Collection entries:
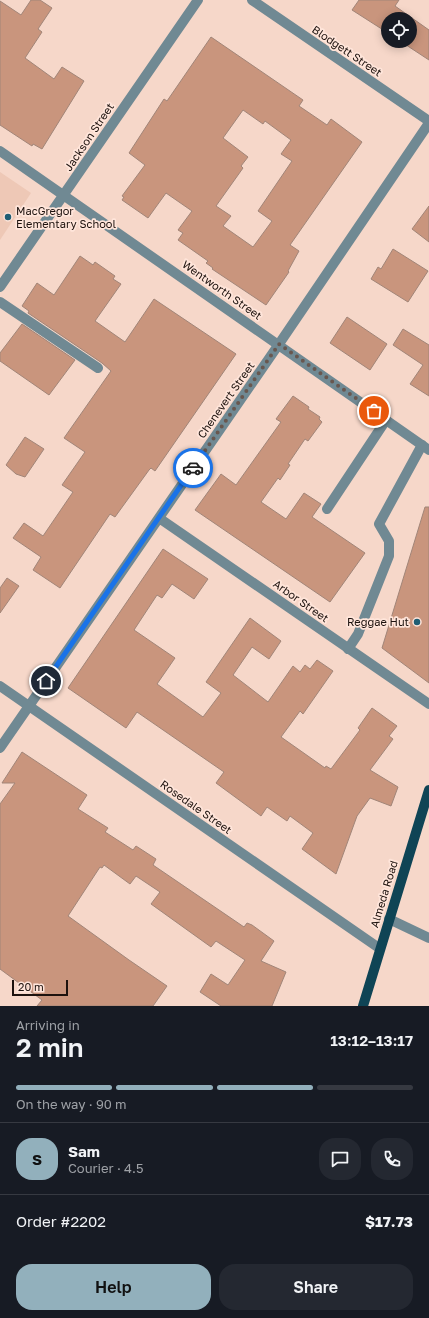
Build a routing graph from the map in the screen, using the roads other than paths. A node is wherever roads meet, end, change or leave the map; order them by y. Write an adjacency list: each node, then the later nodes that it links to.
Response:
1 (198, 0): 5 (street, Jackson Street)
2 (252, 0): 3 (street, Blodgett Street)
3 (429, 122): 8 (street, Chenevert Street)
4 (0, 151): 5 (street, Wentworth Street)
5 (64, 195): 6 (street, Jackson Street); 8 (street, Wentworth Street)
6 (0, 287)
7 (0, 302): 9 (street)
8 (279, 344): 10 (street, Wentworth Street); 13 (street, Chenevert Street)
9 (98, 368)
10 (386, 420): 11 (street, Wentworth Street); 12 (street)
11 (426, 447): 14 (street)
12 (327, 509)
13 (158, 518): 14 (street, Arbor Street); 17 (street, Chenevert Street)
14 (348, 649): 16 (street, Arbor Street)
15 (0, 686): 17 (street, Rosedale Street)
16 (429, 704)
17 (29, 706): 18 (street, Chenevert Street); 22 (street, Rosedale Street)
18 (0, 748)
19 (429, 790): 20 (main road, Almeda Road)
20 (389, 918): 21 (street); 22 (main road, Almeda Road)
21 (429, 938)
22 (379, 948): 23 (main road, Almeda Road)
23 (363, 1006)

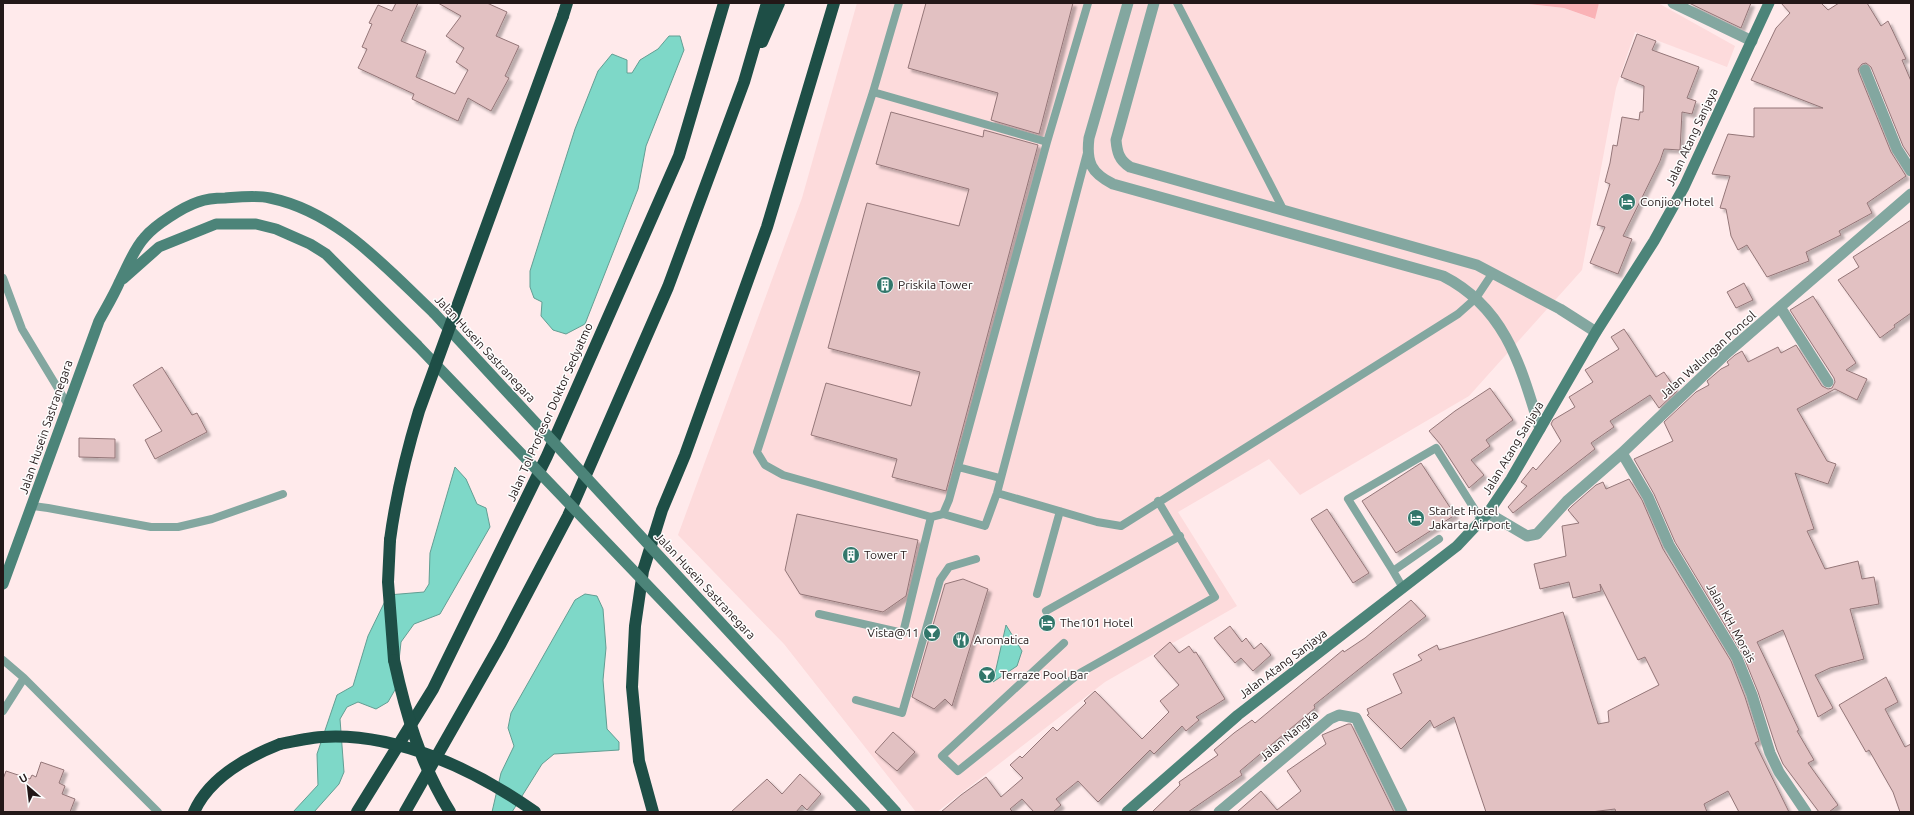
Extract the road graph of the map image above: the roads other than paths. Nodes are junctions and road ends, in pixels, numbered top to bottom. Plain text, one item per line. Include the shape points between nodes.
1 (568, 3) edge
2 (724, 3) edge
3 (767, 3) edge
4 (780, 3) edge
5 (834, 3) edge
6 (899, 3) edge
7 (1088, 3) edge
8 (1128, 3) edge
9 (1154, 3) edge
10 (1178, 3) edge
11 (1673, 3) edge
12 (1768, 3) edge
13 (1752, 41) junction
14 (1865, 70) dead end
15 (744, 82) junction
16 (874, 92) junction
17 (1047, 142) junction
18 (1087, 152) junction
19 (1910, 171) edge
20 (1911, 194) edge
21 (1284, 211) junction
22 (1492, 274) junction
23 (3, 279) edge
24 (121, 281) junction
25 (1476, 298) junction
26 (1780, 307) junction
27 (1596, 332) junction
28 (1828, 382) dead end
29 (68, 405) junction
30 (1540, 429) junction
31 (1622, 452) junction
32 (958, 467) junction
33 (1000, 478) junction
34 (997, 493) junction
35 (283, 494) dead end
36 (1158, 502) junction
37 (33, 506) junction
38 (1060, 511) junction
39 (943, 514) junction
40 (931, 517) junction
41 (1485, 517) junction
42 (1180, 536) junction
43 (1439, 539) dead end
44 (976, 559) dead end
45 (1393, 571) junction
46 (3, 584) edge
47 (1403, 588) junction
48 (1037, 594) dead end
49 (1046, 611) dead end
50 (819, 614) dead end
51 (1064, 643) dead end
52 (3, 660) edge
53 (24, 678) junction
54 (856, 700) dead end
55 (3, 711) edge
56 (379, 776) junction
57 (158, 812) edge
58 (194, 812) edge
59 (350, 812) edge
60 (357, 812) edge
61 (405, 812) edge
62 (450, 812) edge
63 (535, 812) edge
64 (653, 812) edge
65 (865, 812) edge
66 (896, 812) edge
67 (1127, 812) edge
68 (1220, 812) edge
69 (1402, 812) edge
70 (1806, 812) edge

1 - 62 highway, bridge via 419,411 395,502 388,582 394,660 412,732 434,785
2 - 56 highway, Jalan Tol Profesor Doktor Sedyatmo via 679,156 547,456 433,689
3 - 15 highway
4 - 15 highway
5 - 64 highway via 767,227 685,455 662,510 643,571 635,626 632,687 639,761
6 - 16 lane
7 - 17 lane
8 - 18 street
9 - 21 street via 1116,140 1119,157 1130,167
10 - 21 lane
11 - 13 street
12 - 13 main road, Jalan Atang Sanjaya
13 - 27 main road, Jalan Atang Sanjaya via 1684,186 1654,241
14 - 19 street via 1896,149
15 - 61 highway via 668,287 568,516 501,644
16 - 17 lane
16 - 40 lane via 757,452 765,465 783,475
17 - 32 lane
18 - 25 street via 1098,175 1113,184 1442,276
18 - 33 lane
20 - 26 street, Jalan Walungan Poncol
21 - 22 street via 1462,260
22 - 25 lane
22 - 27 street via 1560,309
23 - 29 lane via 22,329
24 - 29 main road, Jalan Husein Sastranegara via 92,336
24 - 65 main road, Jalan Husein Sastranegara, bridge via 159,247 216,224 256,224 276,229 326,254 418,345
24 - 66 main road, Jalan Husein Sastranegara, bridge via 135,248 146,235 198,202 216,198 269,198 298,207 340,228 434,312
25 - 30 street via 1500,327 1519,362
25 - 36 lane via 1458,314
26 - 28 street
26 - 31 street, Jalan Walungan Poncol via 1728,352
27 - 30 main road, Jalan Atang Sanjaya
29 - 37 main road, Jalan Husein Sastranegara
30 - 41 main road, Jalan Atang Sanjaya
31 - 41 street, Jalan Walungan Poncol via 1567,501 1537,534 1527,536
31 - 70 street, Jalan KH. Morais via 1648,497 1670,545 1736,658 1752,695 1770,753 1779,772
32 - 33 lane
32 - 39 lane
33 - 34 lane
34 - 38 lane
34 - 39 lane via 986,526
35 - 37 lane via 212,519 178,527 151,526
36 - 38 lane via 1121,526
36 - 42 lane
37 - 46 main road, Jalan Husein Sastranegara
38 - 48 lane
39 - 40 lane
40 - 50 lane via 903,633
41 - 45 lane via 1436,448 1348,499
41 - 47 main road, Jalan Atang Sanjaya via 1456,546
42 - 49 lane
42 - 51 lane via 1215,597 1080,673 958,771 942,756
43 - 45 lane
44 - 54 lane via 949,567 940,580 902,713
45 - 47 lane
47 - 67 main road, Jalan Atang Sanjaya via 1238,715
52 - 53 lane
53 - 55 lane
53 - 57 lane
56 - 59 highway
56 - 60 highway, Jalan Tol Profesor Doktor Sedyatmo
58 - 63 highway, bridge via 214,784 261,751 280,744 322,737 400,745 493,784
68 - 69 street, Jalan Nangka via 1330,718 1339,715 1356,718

• _Task prompt_:
Would you set down each line of the data exactly, with no images included?

• _Task response_:
Build a routing graph from the map in the screen, using the roads other than paths. A node is wherever roads meet, end, change or leave the map; order them by y. Write an adjacency list: each node, then the later nodes that it links to.
Response:
1 (198, 0): 5 (street, Jackson Street)
2 (252, 0): 3 (street, Blodgett Street)
3 (429, 122): 8 (street, Chenevert Street)
4 (0, 151): 5 (street, Wentworth Street)
5 (64, 195): 6 (street, Jackson Street); 8 (street, Wentworth Street)
6 (0, 287)
7 (0, 302): 9 (street)
8 (279, 344): 10 (street, Wentworth Street); 13 (street, Chenevert Street)
9 (98, 368)
10 (386, 420): 11 (street, Wentworth Street); 12 (street)
11 (426, 447): 14 (street)
12 (327, 509)
13 (158, 518): 14 (street, Arbor Street); 17 (street, Chenevert Street)
14 (348, 649): 16 (street, Arbor Street)
15 (0, 686): 17 (street, Rosedale Street)
16 (429, 704)
17 (29, 706): 18 (street, Chenevert Street); 22 (street, Rosedale Street)
18 (0, 748)
19 (429, 790): 20 (main road, Almeda Road)
20 (389, 918): 21 (street); 22 (main road, Almeda Road)
21 (429, 938)
22 (379, 948): 23 (main road, Almeda Road)
23 (363, 1006)

Extract the road graph of the map image above: the roads other than paths. Nodes are junctions and road ends, in pixels, numbered top to bottom. Plain text, one item per line. Include the shape points between nodes.
1 (568, 3) edge
2 (724, 3) edge
3 (767, 3) edge
4 (780, 3) edge
5 (834, 3) edge
6 (899, 3) edge
7 (1088, 3) edge
8 (1128, 3) edge
9 (1154, 3) edge
10 (1178, 3) edge
11 (1673, 3) edge
12 (1768, 3) edge
13 (1752, 41) junction
14 (1865, 70) dead end
15 (744, 82) junction
16 (874, 92) junction
17 (1047, 142) junction
18 (1087, 152) junction
19 (1910, 171) edge
20 (1911, 194) edge
21 (1284, 211) junction
22 (1492, 274) junction
23 (3, 279) edge
24 (121, 281) junction
25 (1476, 298) junction
26 (1780, 307) junction
27 (1596, 332) junction
28 (1828, 382) dead end
29 (68, 405) junction
30 (1540, 429) junction
31 (1622, 452) junction
32 (958, 467) junction
33 (1000, 478) junction
34 (997, 493) junction
35 (283, 494) dead end
36 (1158, 502) junction
37 (33, 506) junction
38 (1060, 511) junction
39 (943, 514) junction
40 (931, 517) junction
41 (1485, 517) junction
42 (1180, 536) junction
43 (1439, 539) dead end
44 (976, 559) dead end
45 (1393, 571) junction
46 (3, 584) edge
47 (1403, 588) junction
48 (1037, 594) dead end
49 (1046, 611) dead end
50 (819, 614) dead end
51 (1064, 643) dead end
52 (3, 660) edge
53 (24, 678) junction
54 (856, 700) dead end
55 (3, 711) edge
56 (379, 776) junction
57 (158, 812) edge
58 (194, 812) edge
59 (350, 812) edge
60 (357, 812) edge
61 (405, 812) edge
62 (450, 812) edge
63 (535, 812) edge
64 (653, 812) edge
65 (865, 812) edge
66 (896, 812) edge
67 (1127, 812) edge
68 (1220, 812) edge
69 (1402, 812) edge
70 (1806, 812) edge

1 - 62 highway, bridge via 419,411 395,502 388,582 394,660 412,732 434,785
2 - 56 highway, Jalan Tol Profesor Doktor Sedyatmo via 679,156 547,456 433,689
3 - 15 highway
4 - 15 highway
5 - 64 highway via 767,227 685,455 662,510 643,571 635,626 632,687 639,761
6 - 16 lane
7 - 17 lane
8 - 18 street
9 - 21 street via 1116,140 1119,157 1130,167
10 - 21 lane
11 - 13 street
12 - 13 main road, Jalan Atang Sanjaya
13 - 27 main road, Jalan Atang Sanjaya via 1684,186 1654,241
14 - 19 street via 1896,149
15 - 61 highway via 668,287 568,516 501,644
16 - 17 lane
16 - 40 lane via 757,452 765,465 783,475
17 - 32 lane
18 - 25 street via 1098,175 1113,184 1442,276
18 - 33 lane
20 - 26 street, Jalan Walungan Poncol
21 - 22 street via 1462,260
22 - 25 lane
22 - 27 street via 1560,309
23 - 29 lane via 22,329
24 - 29 main road, Jalan Husein Sastranegara via 92,336
24 - 65 main road, Jalan Husein Sastranegara, bridge via 159,247 216,224 256,224 276,229 326,254 418,345
24 - 66 main road, Jalan Husein Sastranegara, bridge via 135,248 146,235 198,202 216,198 269,198 298,207 340,228 434,312
25 - 30 street via 1500,327 1519,362
25 - 36 lane via 1458,314
26 - 28 street
26 - 31 street, Jalan Walungan Poncol via 1728,352
27 - 30 main road, Jalan Atang Sanjaya
29 - 37 main road, Jalan Husein Sastranegara
30 - 41 main road, Jalan Atang Sanjaya
31 - 41 street, Jalan Walungan Poncol via 1567,501 1537,534 1527,536
31 - 70 street, Jalan KH. Morais via 1648,497 1670,545 1736,658 1752,695 1770,753 1779,772
32 - 33 lane
32 - 39 lane
33 - 34 lane
34 - 38 lane
34 - 39 lane via 986,526
35 - 37 lane via 212,519 178,527 151,526
36 - 38 lane via 1121,526
36 - 42 lane
37 - 46 main road, Jalan Husein Sastranegara
38 - 48 lane
39 - 40 lane
40 - 50 lane via 903,633
41 - 45 lane via 1436,448 1348,499
41 - 47 main road, Jalan Atang Sanjaya via 1456,546
42 - 49 lane
42 - 51 lane via 1215,597 1080,673 958,771 942,756
43 - 45 lane
44 - 54 lane via 949,567 940,580 902,713
45 - 47 lane
47 - 67 main road, Jalan Atang Sanjaya via 1238,715
52 - 53 lane
53 - 55 lane
53 - 57 lane
56 - 59 highway
56 - 60 highway, Jalan Tol Profesor Doktor Sedyatmo
58 - 63 highway, bridge via 214,784 261,751 280,744 322,737 400,745 493,784
68 - 69 street, Jalan Nangka via 1330,718 1339,715 1356,718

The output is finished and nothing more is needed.